Ultimately, in littleMock’s pom.xml I added 256MB to the old gen, restarted littleMock, carefully put the roughly 500MB cache back in place, and used A0 to turn off Extra Garbage Collection to bring the heap to steady state. The off-the-chart metrics from gctime.sh came down to zeroes, so we got GREEN GC health for the old gen; see Listing 12-7 for details.
One moral of the story here is to triple check that your old gen has enough space to handle your big allocations, like this 500MB cache. Wouldn’t you be a little embarrassed if you were the last one in the room to find out there was a huge elephant sitting in the seat right behind you? This is the same thing. Also keep in mind that performance degrades
when available heap space shrinks.
Heap Trending
Having immediate access to GC performance with jstat is important. For example, if GC health is GREEN for gctime.sh’s old and new metrics, then you can move on to the next item in the P.A.t.h check list. But knowing the history of GC performance provides key troubleshooting details that can help solve problems.
For example, if GC performance was fine for days but abruptly degraded, then your search for a slow memory leak should be put on hold, because an abrupt change like this is more likely to be caused by a one-time event, perhaps a single “poison-pill” request that led to an open-ended query with massive result set that used all available memory.
Heap trending can also be helpful during development to see if any memory leaks have sneaked into the code base. For instance, before the code is released, you could run a load test and make sure that the Used Tenured Heap metrics more resembles the sawtooth in Figure 12-3 than the memory leak in Figure 12-4. These figures show verbose GC data (see the second section of this chapter) graphed by the GCViewer, which is available from
https://github.com/chewiebug/GCViewer
.
Figure 12-3.
This sawtooth pattern in GCViewer is a healthy sign that the system-under-load does not have any memory leaks
Figure 12-4.
When the Used Tenured Heap metric is missing a sawtooth, it generally looks like this, which is most likely a memory leak. Screenshot from GCViewer.

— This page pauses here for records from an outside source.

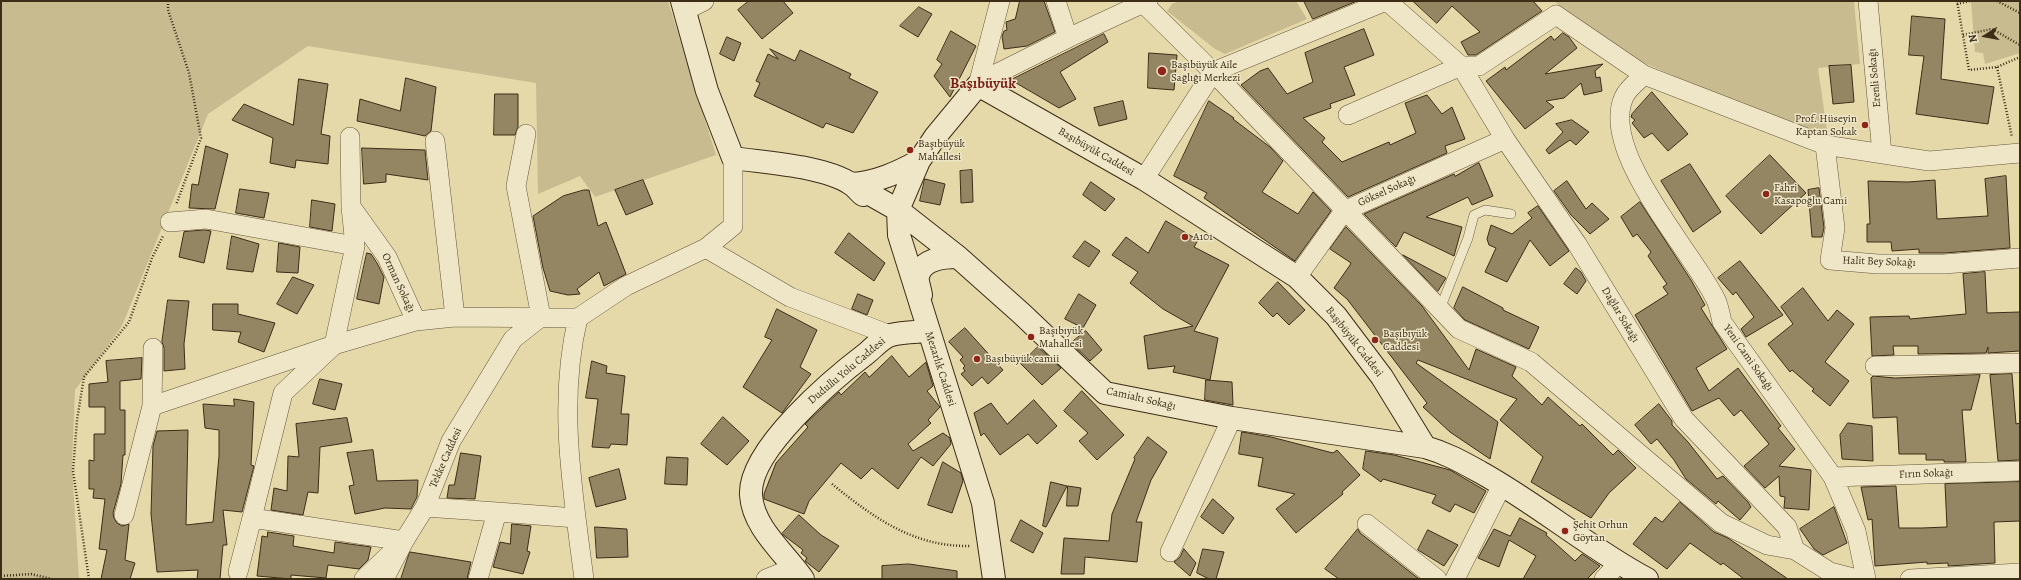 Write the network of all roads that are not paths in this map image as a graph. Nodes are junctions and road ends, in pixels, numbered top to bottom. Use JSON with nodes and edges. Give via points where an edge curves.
{"nodes":[{"id":1,"x":704,"y":1,"type":"edge"},
{"id":2,"x":1000,"y":1,"type":"edge"},
{"id":3,"x":1056,"y":1,"type":"edge"},
{"id":4,"x":1386,"y":1,"type":"edge"},
{"id":5,"x":1868,"y":1,"type":"edge"},
{"id":6,"x":1146,"y":2,"type":"edge"},
{"id":7,"x":683,"y":6,"type":"edge"},
{"id":8,"x":1068,"y":38,"type":"junction"},
{"id":9,"x":1460,"y":66,"type":"junction"},
{"id":10,"x":1213,"y":72,"type":"junction"},
{"id":11,"x":1644,"y":75,"type":"junction"},
{"id":12,"x":978,"y":85,"type":"junction"},
{"id":13,"x":1348,"y":115,"type":"dead end"},
{"id":14,"x":526,"y":134,"type":"dead end"},
{"id":15,"x":350,"y":137,"type":"dead end"},
{"id":16,"x":1505,"y":139,"type":"junction"},
{"id":17,"x":435,"y":141,"type":"dead end"},
{"id":18,"x":1825,"y":145,"type":"junction"},
{"id":19,"x":1882,"y":154,"type":"junction"},
{"id":20,"x":2018,"y":154,"type":"edge"},
{"id":21,"x":733,"y":158,"type":"junction"},
{"id":22,"x":919,"y":161,"type":"junction"},
{"id":23,"x":1144,"y":179,"type":"junction"},
{"id":24,"x":852,"y":184,"type":"junction"},
{"id":25,"x":351,"y":207,"type":"junction"},
{"id":26,"x":898,"y":210,"type":"junction"},
{"id":27,"x":1344,"y":210,"type":"junction"},
{"id":28,"x":1511,"y":214,"type":"dead end"},
{"id":29,"x":170,"y":222,"type":"road end"},
{"id":30,"x":899,"y":235,"type":"junction"},
{"id":31,"x":355,"y":246,"type":"junction"},
{"id":32,"x":706,"y":248,"type":"junction"},
{"id":33,"x":958,"y":257,"type":"junction"},
{"id":34,"x":2020,"y":258,"type":"edge"},
{"id":35,"x":1297,"y":276,"type":"junction"},
{"id":36,"x":1440,"y":309,"type":"junction"},
{"id":37,"x":455,"y":317,"type":"junction"},
{"id":38,"x":541,"y":318,"type":"junction"},
{"id":39,"x":578,"y":318,"type":"junction"},
{"id":40,"x":416,"y":321,"type":"junction"},
{"id":41,"x":928,"y":331,"type":"junction"},
{"id":42,"x":890,"y":335,"type":"junction"},
{"id":43,"x":334,"y":345,"type":"junction"},
{"id":44,"x":153,"y":348,"type":"dead end"},
{"id":45,"x":2020,"y":362,"type":"edge"},
{"id":46,"x":1875,"y":366,"type":"dead end"},
{"id":47,"x":152,"y":406,"type":"junction"},
{"id":48,"x":1232,"y":418,"type":"junction"},
{"id":49,"x":1425,"y":448,"type":"junction"},
{"id":50,"x":2020,"y":471,"type":"edge"},
{"id":51,"x":1833,"y":477,"type":"junction"},
{"id":52,"x":1502,"y":485,"type":"junction"},
{"id":53,"x":424,"y":507,"type":"junction"},
{"id":54,"x":497,"y":512,"type":"junction"},
{"id":55,"x":124,"y":515,"type":"dead end"},
{"id":56,"x":252,"y":518,"type":"junction"},
{"id":57,"x":576,"y":518,"type":"junction"},
{"id":58,"x":1367,"y":524,"type":"dead end"},
{"id":59,"x":404,"y":541,"type":"junction"},
{"id":60,"x":1796,"y":550,"type":"junction"},
{"id":61,"x":1170,"y":552,"type":"dead end"},
{"id":62,"x":1611,"y":571,"type":"edge"},
{"id":63,"x":238,"y":572,"type":"dead end"},
{"id":64,"x":799,"y":573,"type":"edge"},
{"id":65,"x":2020,"y":573,"type":"edge"},
{"id":66,"x":364,"y":579,"type":"edge"},
{"id":67,"x":384,"y":579,"type":"edge"},
{"id":68,"x":478,"y":579,"type":"edge"},
{"id":69,"x":584,"y":579,"type":"edge"},
{"id":70,"x":766,"y":579,"type":"edge"},
{"id":71,"x":994,"y":579,"type":"edge"},
{"id":72,"x":1437,"y":579,"type":"edge"},
{"id":73,"x":1455,"y":579,"type":"edge"},
{"id":74,"x":1634,"y":579,"type":"edge"},
{"id":75,"x":1647,"y":579,"type":"edge"},
{"id":76,"x":1857,"y":579,"type":"edge"},
{"id":77,"x":1866,"y":579,"type":"edge"},
{"id":78,"x":1910,"y":579,"type":"edge"}],
"edges":[{"from":1,"to":7,"type":"street"},
{"from":2,"to":12,"type":"street"},
{"from":3,"to":8,"type":"street"},
{"from":4,"to":9,"type":"street","name":"Dağlar Sokağı"},
{"from":4,"to":10,"type":"street"},
{"from":5,"to":19,"type":"street","name":"Erenli Sokağı"},
{"from":6,"to":8,"type":"street"},
{"from":6,"to":10,"type":"street"},
{"from":7,"to":21,"type":"main road","via":[[707,91]]},
{"from":8,"to":12,"type":"street"},
{"from":9,"to":11,"type":"street","via":[[1479,66],[1556,15]]},
{"from":9,"to":13,"type":"street"},
{"from":9,"to":16,"type":"street","name":"Dağlar Sokağı"},
{"from":10,"to":23,"type":"street"},
{"from":10,"to":27,"type":"street"},
{"from":11,"to":18,"type":"street"},
{"from":11,"to":51,"type":"street","name":"Yeni Cami Sokağı","via":[[1624,96],[1619,116],[1621,136],[1629,158],[1655,206],[1716,299],[1722,322]]},
{"from":12,"to":22,"type":"main road","via":[[934,137]]},
{"from":12,"to":23,"type":"main road","name":"Başıbüyük Caddesi"},
{"from":14,"to":38,"type":"street","via":[[516,186]]},
{"from":15,"to":25,"type":"street"},
{"from":16,"to":27,"type":"street","name":"Göksel Sokağı"},
{"from":16,"to":60,"type":"street","name":"Dağlar Sokağı","via":[[1577,244],[1684,419],[1787,527]]},
{"from":17,"to":37,"type":"street"},
{"from":18,"to":19,"type":"street"},
{"from":18,"to":34,"type":"street","name":"Halit Bey Sokağı","via":[[1835,228],[1830,260],[1915,264]]},
{"from":19,"to":20,"type":"street","via":[[1929,161]]},
{"from":21,"to":24,"type":"main road","via":[[818,171]]},
{"from":21,"to":32,"type":"street","via":[[733,226]]},
{"from":22,"to":24,"type":"main road","via":[[878,180]]},
{"from":22,"to":26,"type":"main road"},
{"from":23,"to":35,"type":"main road","name":"Başıbüyük Caddesi"},
{"from":24,"to":26,"type":"main road"},
{"from":24,"to":30,"type":"main road"},
{"from":25,"to":31,"type":"street"},
{"from":25,"to":40,"type":"street","name":"Orman Sokağı","via":[[387,256]]},
{"from":26,"to":30,"type":"main road","name":"Mezarlık Caddesi"},
{"from":26,"to":33,"type":"main road","name":"Camialtı Sokağı"},
{"from":27,"to":35,"type":"street","name":"Göksel Sokağı"},
{"from":27,"to":36,"type":"street"},
{"from":28,"to":36,"type":"lane","via":[[1485,210],[1474,215],[1466,245]]},
{"from":29,"to":31,"type":"street","via":[[206,219]]},
{"from":30,"to":41,"type":"main road","name":"Mezarlık Caddesi"},
{"from":31,"to":43,"type":"street"},
{"from":32,"to":39,"type":"street","via":[[626,286]]},
{"from":32,"to":42,"type":"street","via":[[790,298]]},
{"from":33,"to":41,"type":"main road","via":[[930,262],[922,268],[918,277]]},
{"from":33,"to":48,"type":"main road","name":"Camialtı Sokağı","via":[[1105,393]]},
{"from":35,"to":49,"type":"main road","name":"Başıbüyük Caddesi","via":[[1336,316],[1382,377]]},
{"from":36,"to":60,"type":"street","via":[[1459,329],[1531,362],[1721,523],[1767,545]]},
{"from":37,"to":38,"type":"street"},
{"from":37,"to":40,"type":"street"},
{"from":38,"to":39,"type":"street"},
{"from":38,"to":53,"type":"street","name":"Tekke Caddesi","via":[[513,339],[451,441]]},
{"from":39,"to":57,"type":"street","via":[[572,342],[567,411]]},
{"from":40,"to":43,"type":"street"},
{"from":41,"to":42,"type":"main road","name":"Dudullu Yolu Caddesi"},
{"from":41,"to":71,"type":"main road","name":"Mezarlık Caddesi","via":[[983,502]]},
{"from":42,"to":64,"type":"main road","name":"Dudullu Yolu Caddesi","via":[[842,372],[803,408],[773,442],[755,472],[750,494],[754,515]]},
{"from":43,"to":47,"type":"street"},
{"from":43,"to":56,"type":"street","via":[[283,393]]},
{"from":44,"to":47,"type":"street"},
{"from":45,"to":46,"type":"street"},
{"from":47,"to":55,"type":"street"},
{"from":48,"to":49,"type":"main road","name":"Camialtı Sokağı"},
{"from":48,"to":61,"type":"street"},
{"from":49,"to":52,"type":"main road","via":[[1444,452]]},
{"from":50,"to":51,"type":"street","name":"Fırın Sokağı"},
{"from":51,"to":77,"type":"street","name":"Yeni Cami Sokağı","via":[[1856,531]]},
{"from":52,"to":62,"type":"main road"},
{"from":52,"to":73,"type":"street"},
{"from":53,"to":54,"type":"street"},
{"from":53,"to":59,"type":"street","name":"Tekke Caddesi"},
{"from":54,"to":57,"type":"street"},
{"from":54,"to":68,"type":"street"},
{"from":56,"to":59,"type":"street"},
{"from":56,"to":63,"type":"street"},
{"from":57,"to":69,"type":"street"},
{"from":58,"to":72,"type":"street"},
{"from":59,"to":66,"type":"street","name":"Tekke Caddesi"},
{"from":59,"to":67,"type":"street"},
{"from":60,"to":76,"type":"street","via":[[1830,572]]},
{"from":62,"to":74,"type":"main road"},
{"from":62,"to":75,"type":"main road"},
{"from":64,"to":70,"type":"street"},
{"from":65,"to":78,"type":"street"}]}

The GC metrics available at
http://gceasy.io
are very helpful, but I’m not crazy about the “upload your GC data to our site or pay for your own server” business model. GarbageCat is another great option:
Using JVM Parameters to Size the Heap
In the world of micro-services, many more JVMs have to compete on a single machine for a fixed amount of RAM, which makes sizing the heap with the -Xmx parameter a critical task. Allocate too little RAM and starve yourself. If you allocate too much, you starve others.
I like to keep the min and max heap size parameters, -Xmx and -Xms, identical. For example, -Xmx1g -Xms1g is good, and I shy away from -Xmx1g -Xms512m. This makes things a bit simpler so I do not have to comprehend a heap that is perpetually expanding/contracting. Also, at JVM start-up time, keeping these two parameters the same makes an “early claim” to the operating system for every last drop of RAM that tests showed was needed.
This keeps other processes from staking a claim to RAM ultimately required by this JVM process. When more micro-service JVMs are playing in the same sandbox, someone is more likely to get sand in their eyes.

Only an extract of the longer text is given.